▶ **PROVIDED INFORMATION**
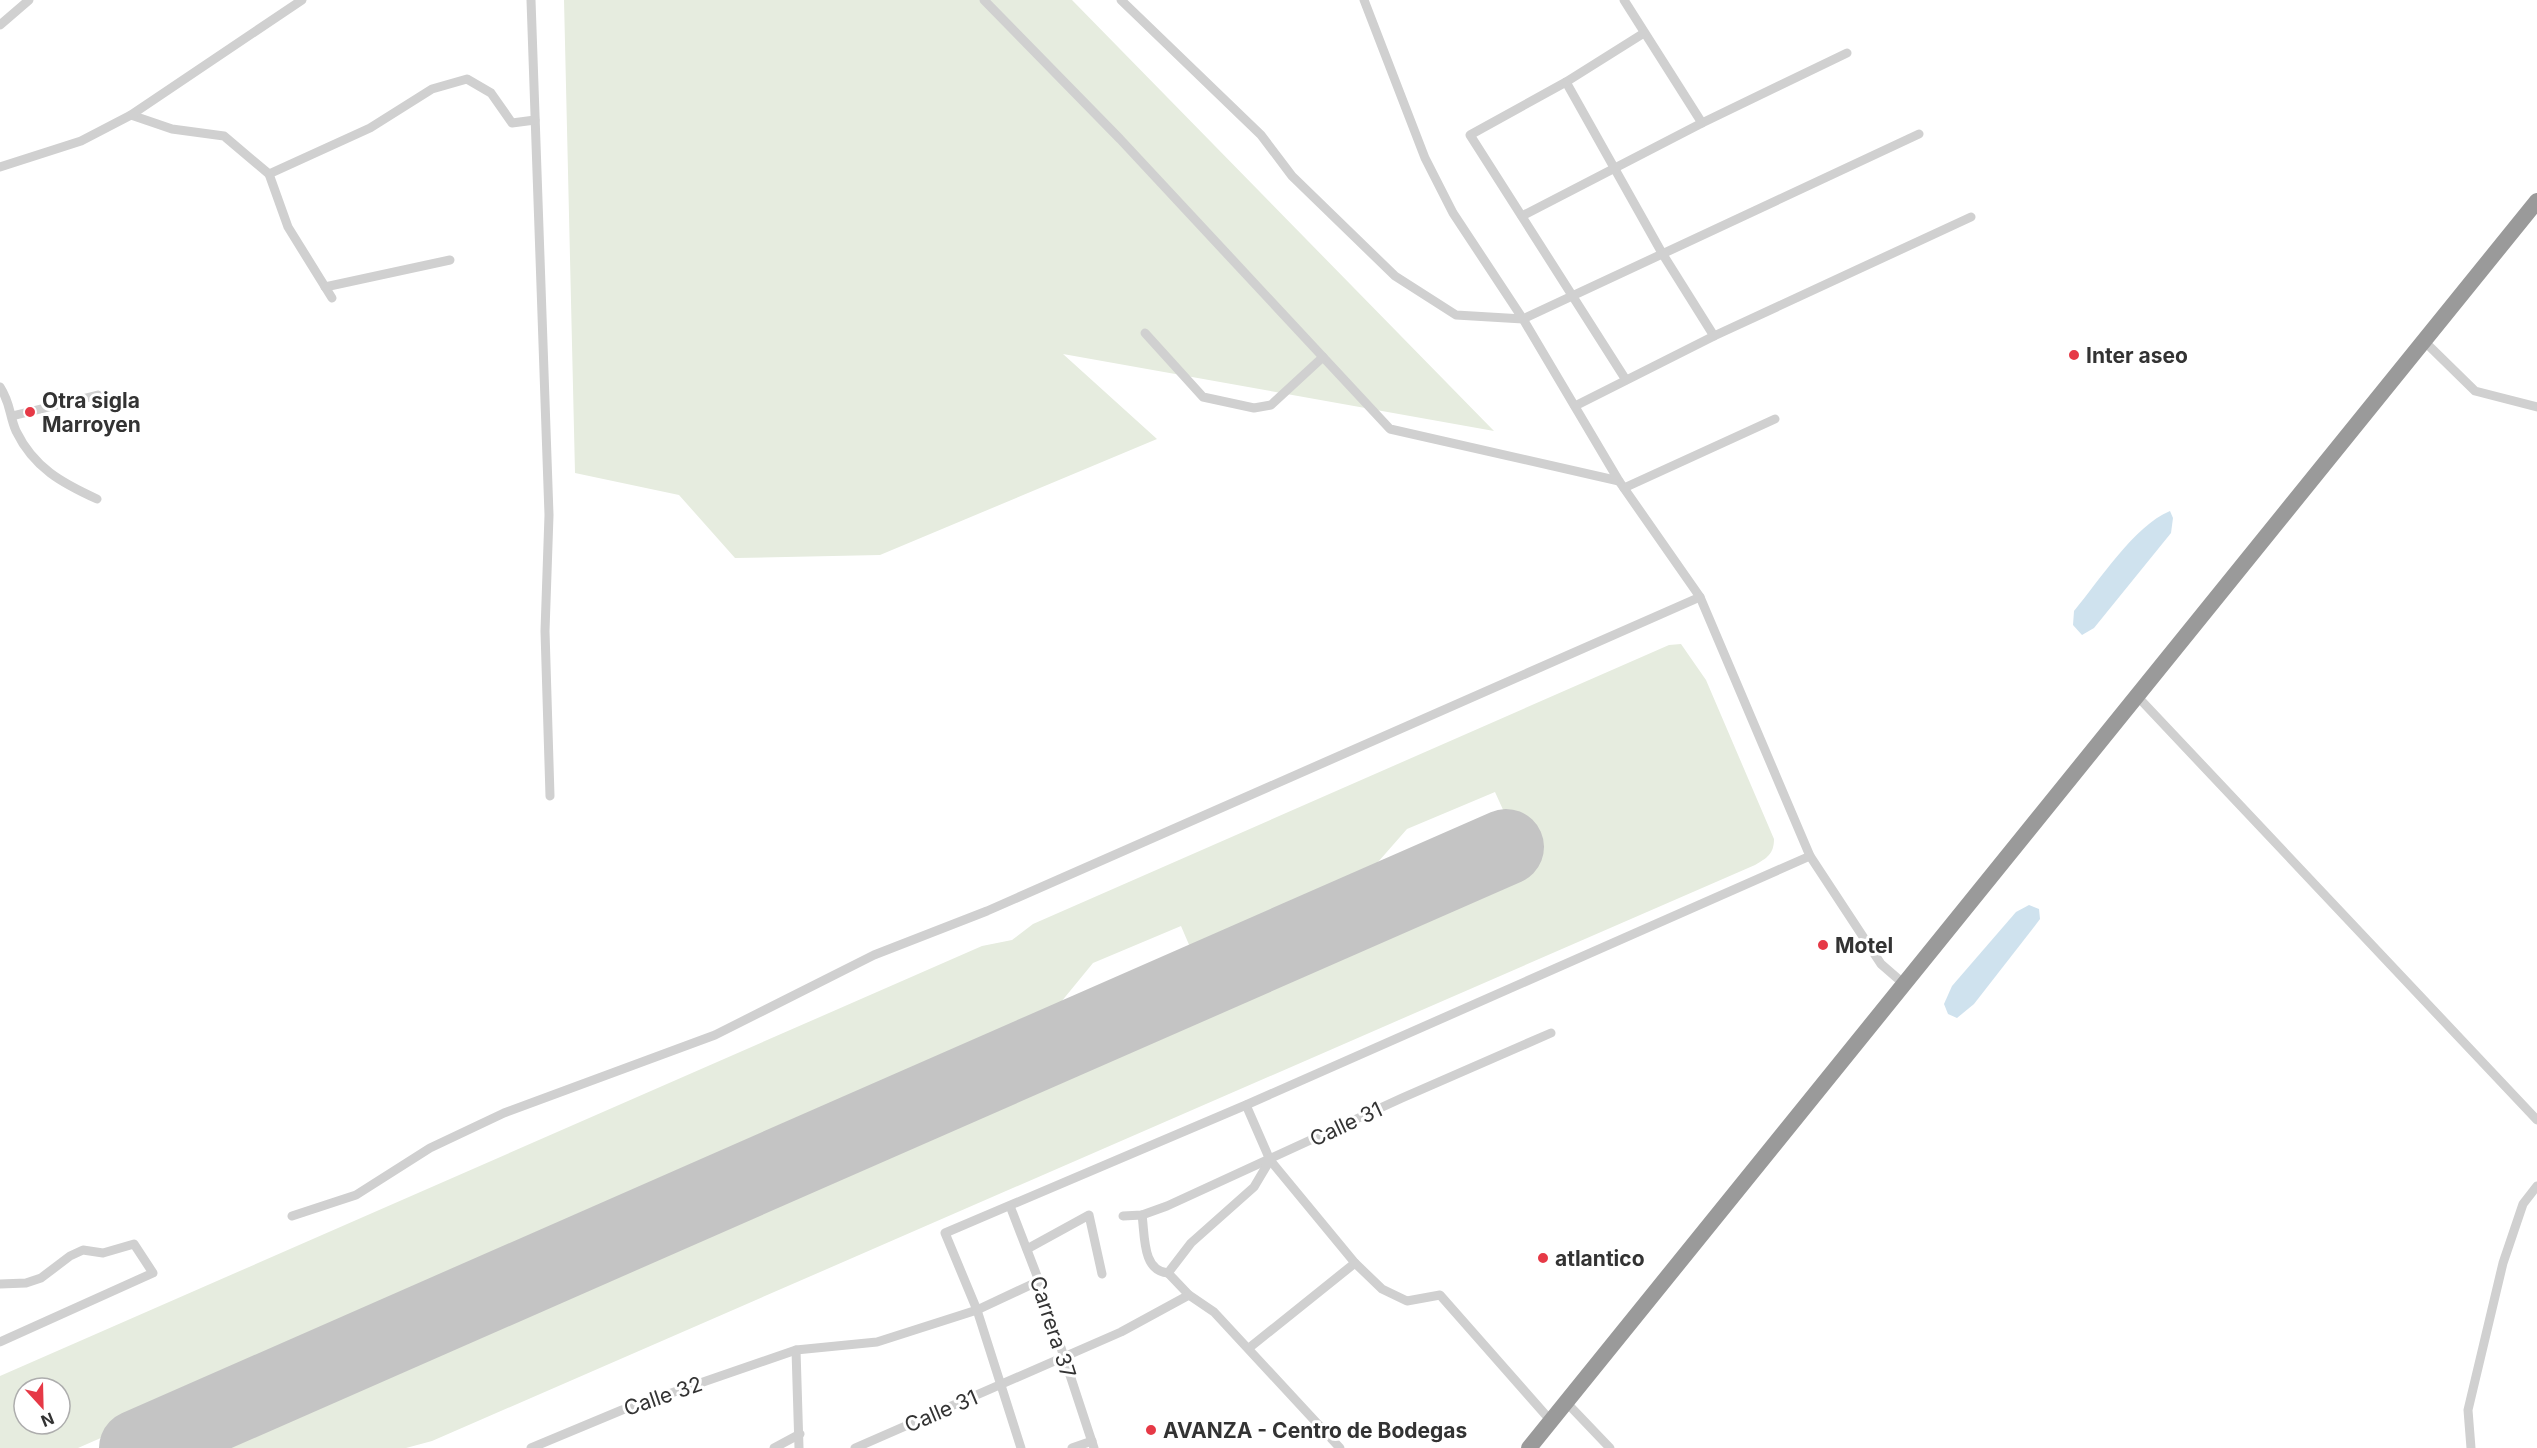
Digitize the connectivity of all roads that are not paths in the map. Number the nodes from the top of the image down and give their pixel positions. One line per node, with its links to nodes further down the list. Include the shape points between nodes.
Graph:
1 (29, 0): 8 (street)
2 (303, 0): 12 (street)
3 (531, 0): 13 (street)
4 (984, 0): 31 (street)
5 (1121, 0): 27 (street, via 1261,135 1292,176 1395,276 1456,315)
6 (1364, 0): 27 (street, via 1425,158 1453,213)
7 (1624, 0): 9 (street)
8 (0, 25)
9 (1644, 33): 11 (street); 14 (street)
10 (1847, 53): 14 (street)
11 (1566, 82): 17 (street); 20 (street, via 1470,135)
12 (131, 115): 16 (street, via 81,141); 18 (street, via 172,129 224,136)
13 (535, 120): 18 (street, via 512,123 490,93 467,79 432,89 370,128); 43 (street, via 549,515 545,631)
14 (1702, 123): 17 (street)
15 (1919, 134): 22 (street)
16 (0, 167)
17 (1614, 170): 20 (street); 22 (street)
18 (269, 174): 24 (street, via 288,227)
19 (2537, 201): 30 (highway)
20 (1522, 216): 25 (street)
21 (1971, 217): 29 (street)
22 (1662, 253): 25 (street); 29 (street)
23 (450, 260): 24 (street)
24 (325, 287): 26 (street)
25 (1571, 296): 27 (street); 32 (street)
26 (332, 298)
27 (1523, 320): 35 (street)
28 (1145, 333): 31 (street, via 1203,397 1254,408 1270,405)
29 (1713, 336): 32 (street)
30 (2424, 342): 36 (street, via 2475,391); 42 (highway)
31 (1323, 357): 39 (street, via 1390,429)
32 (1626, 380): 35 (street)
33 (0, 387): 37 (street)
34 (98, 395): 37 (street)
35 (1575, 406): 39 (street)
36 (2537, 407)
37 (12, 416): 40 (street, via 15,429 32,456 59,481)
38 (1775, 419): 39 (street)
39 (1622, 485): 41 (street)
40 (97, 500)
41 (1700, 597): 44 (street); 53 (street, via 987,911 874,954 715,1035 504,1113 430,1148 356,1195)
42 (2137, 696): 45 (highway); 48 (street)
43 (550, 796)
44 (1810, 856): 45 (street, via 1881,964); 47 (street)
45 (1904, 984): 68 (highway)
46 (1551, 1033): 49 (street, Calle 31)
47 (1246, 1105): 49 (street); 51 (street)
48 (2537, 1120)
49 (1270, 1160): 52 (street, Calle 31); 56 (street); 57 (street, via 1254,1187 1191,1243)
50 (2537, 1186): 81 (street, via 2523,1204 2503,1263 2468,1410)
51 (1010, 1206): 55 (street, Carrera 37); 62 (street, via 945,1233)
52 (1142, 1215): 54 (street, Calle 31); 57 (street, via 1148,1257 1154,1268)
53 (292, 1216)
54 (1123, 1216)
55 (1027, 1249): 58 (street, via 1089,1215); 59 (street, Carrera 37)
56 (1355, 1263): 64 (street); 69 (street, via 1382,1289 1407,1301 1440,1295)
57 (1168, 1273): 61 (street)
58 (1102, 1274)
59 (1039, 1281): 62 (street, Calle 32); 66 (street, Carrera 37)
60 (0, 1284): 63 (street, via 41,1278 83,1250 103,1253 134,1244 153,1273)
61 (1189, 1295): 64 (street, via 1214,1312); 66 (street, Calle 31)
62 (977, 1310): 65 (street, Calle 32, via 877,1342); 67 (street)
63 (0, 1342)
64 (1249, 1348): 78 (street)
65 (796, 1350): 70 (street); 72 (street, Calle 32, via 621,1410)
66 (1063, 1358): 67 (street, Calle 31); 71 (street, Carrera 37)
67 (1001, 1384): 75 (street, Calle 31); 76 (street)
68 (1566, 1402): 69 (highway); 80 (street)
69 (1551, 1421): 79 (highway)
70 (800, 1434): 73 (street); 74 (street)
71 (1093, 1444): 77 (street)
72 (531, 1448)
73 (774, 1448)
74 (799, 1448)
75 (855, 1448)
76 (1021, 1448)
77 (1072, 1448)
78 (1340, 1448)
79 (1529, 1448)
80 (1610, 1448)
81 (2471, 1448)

▶ **WHAT TO DO**
The answer must be the full listing above, copied exactly, with no pictures in it.

▶ **ANSWER SPACE**
Digitize the connectivity of all roads that are not paths in the map. Number the nodes from the top of the image down and give their pixel positions. One line per node, with its links to nodes further down the list. Include the shape points between nodes.
Graph:
1 (29, 0): 8 (street)
2 (303, 0): 12 (street)
3 (531, 0): 13 (street)
4 (984, 0): 31 (street)
5 (1121, 0): 27 (street, via 1261,135 1292,176 1395,276 1456,315)
6 (1364, 0): 27 (street, via 1425,158 1453,213)
7 (1624, 0): 9 (street)
8 (0, 25)
9 (1644, 33): 11 (street); 14 (street)
10 (1847, 53): 14 (street)
11 (1566, 82): 17 (street); 20 (street, via 1470,135)
12 (131, 115): 16 (street, via 81,141); 18 (street, via 172,129 224,136)
13 (535, 120): 18 (street, via 512,123 490,93 467,79 432,89 370,128); 43 (street, via 549,515 545,631)
14 (1702, 123): 17 (street)
15 (1919, 134): 22 (street)
16 (0, 167)
17 (1614, 170): 20 (street); 22 (street)
18 (269, 174): 24 (street, via 288,227)
19 (2537, 201): 30 (highway)
20 (1522, 216): 25 (street)
21 (1971, 217): 29 (street)
22 (1662, 253): 25 (street); 29 (street)
23 (450, 260): 24 (street)
24 (325, 287): 26 (street)
25 (1571, 296): 27 (street); 32 (street)
26 (332, 298)
27 (1523, 320): 35 (street)
28 (1145, 333): 31 (street, via 1203,397 1254,408 1270,405)
29 (1713, 336): 32 (street)
30 (2424, 342): 36 (street, via 2475,391); 42 (highway)
31 (1323, 357): 39 (street, via 1390,429)
32 (1626, 380): 35 (street)
33 (0, 387): 37 (street)
34 (98, 395): 37 (street)
35 (1575, 406): 39 (street)
36 (2537, 407)
37 (12, 416): 40 (street, via 15,429 32,456 59,481)
38 (1775, 419): 39 (street)
39 (1622, 485): 41 (street)
40 (97, 500)
41 (1700, 597): 44 (street); 53 (street, via 987,911 874,954 715,1035 504,1113 430,1148 356,1195)
42 (2137, 696): 45 (highway); 48 (street)
43 (550, 796)
44 (1810, 856): 45 (street, via 1881,964); 47 (street)
45 (1904, 984): 68 (highway)
46 (1551, 1033): 49 (street, Calle 31)
47 (1246, 1105): 49 (street); 51 (street)
48 (2537, 1120)
49 (1270, 1160): 52 (street, Calle 31); 56 (street); 57 (street, via 1254,1187 1191,1243)
50 (2537, 1186): 81 (street, via 2523,1204 2503,1263 2468,1410)
51 (1010, 1206): 55 (street, Carrera 37); 62 (street, via 945,1233)
52 (1142, 1215): 54 (street, Calle 31); 57 (street, via 1148,1257 1154,1268)
53 (292, 1216)
54 (1123, 1216)
55 (1027, 1249): 58 (street, via 1089,1215); 59 (street, Carrera 37)
56 (1355, 1263): 64 (street); 69 (street, via 1382,1289 1407,1301 1440,1295)
57 (1168, 1273): 61 (street)
58 (1102, 1274)
59 (1039, 1281): 62 (street, Calle 32); 66 (street, Carrera 37)
60 (0, 1284): 63 (street, via 41,1278 83,1250 103,1253 134,1244 153,1273)
61 (1189, 1295): 64 (street, via 1214,1312); 66 (street, Calle 31)
62 (977, 1310): 65 (street, Calle 32, via 877,1342); 67 (street)
63 (0, 1342)
64 (1249, 1348): 78 (street)
65 (796, 1350): 70 (street); 72 (street, Calle 32, via 621,1410)
66 (1063, 1358): 67 (street, Calle 31); 71 (street, Carrera 37)
67 (1001, 1384): 75 (street, Calle 31); 76 (street)
68 (1566, 1402): 69 (highway); 80 (street)
69 (1551, 1421): 79 (highway)
70 (800, 1434): 73 (street); 74 (street)
71 (1093, 1444): 77 (street)
72 (531, 1448)
73 (774, 1448)
74 (799, 1448)
75 (855, 1448)
76 (1021, 1448)
77 (1072, 1448)
78 (1340, 1448)
79 (1529, 1448)
80 (1610, 1448)
81 (2471, 1448)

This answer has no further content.